Under the new monetary dispensation, Naira now exchanges for N168 instead of the old official rate of N155 to one U.S. dollar. According to the CBN governor, MPC also decided to increase the Monetary Policy Rate (MPR) by 100 basis point from 12 percent to 13 percent. The MPR is the rate at which banks borrow from the Central Bank to cover their immediate cash shortfalls. It is an open knowledge that the higher the cost of such borrowing, the higher the rate at which banks advance credit to customers. The conventional wisdom has it that central bankers as monetary advisers to government should pursue policies with an eye on public welfare not necessarily on balancing the book as the MPC members did recently. CBN wrongly targets inflation rather than targeting real production and employment creation.
In fact CBN Governor, Godwin Emefiele , it seems, moves in the opposite direction of the global trends of lowering interest rates to boast productivity and create jobs.
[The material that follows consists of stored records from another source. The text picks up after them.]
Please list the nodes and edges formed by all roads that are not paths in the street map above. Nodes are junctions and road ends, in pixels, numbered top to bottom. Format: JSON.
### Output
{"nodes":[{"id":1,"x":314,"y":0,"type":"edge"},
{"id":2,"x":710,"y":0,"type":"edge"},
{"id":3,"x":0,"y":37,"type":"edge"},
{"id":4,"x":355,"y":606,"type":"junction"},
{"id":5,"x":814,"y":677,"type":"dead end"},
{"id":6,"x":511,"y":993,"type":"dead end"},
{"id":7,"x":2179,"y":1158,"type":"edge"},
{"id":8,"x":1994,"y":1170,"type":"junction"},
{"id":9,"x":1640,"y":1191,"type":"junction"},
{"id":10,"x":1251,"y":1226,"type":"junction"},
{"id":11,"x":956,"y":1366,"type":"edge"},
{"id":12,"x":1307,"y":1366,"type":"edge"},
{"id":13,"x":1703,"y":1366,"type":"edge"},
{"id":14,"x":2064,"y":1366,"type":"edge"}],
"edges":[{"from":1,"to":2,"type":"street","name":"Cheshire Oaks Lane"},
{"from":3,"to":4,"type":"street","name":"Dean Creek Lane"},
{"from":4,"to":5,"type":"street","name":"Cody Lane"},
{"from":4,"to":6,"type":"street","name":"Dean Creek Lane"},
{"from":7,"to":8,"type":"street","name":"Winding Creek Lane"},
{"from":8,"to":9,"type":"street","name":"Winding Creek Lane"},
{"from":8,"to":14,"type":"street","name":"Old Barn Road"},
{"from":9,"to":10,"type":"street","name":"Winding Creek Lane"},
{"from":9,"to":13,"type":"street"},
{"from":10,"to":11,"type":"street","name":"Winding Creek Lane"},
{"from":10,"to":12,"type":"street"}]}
Yours sincerely searches in vain for any known modern democracy where votes truly count and few months to a general national election, the Central Bank for whatever reasons, would arbitrary devalue the national currency and at the same time hike the interest rates ( already in injurious double digit!). When we add already less than 50 per cent capacity utilization in the real sector, 50 per cent open unemployment a drop in foreign reserve from, these miserable macro economics could lead to an electoral retrenchment of any democratically elected government.
As a consistent supporter of the autonomy of the CBN, the latest dictatorship of injurious macro economic variables of 8 per cent Naira devaluation and increase in interest rate challenges all Nigerians to watch how the CBN exercises it’s autonomy and to whose interest. The CBN governor said the decision to lower the value of Naira against the Dollar was to strengthen the currency. How devaluation strengthens the Naira beats imagination. For an import dependent economy for inputs and finished goos of varying brands, devaluation puts further pressures on Naira value.
The often-repeated declared objectives of monetary policies are stable external value of the Naira, domestic price stability and a viable external balance of payment for the country. The recent announced measures would certainly fuel inflation and undermine price stability. Certainly you cannot talk about price stability when at a stroke you record such per cent devaluation that further puts pressure on inflation rate officially put at 12 per cent by the government.
Certainly the objective cannot be improved capacity utilization given that manufacturers now need more money to oil their ever-rising production cost for imported inputs, no thanks to devaluation. For a new CBN that has promoted in recent times Development financing as one of the requirements for sustainable economic growth through various intervention funds at single digit interest rate, a return to hike in interest rate only privileges the money market operators and punishes the real sector of the economy. The challenge lies in how the CBN must urgently resume its regulatory role especially with respect to the foreign exchange market. CBN must return to basics. It must return to its core objectives of maintaining sound financial structure, promotion of monetary stability, safeguarding the value of Naira and stable exchange rate and prove a financial adviser to the federal government, in the areas of price and exchange rate management. As a banker of last resort and financial adviser to the federal government, the new governor of the CBN must impress on the government to drastically cut the costs of governance which truly puts pressure on the value of the Naira in the face of dwindling oil revenue. CBN must promote policies that will grow the real sector of the economy and lessen the scandalous dependence on oil revenue. It must re look the twin mutually destructive measures of devaluation and increase in interest rate. The new upward review of interest rate will definitely discourage borrowing by small and medium business enterprises and will not help in reviving the collapsed businesses. Sustainable mass industrial jobs cannot be assured under the monetary regime of Naira devaluation and high interest rate.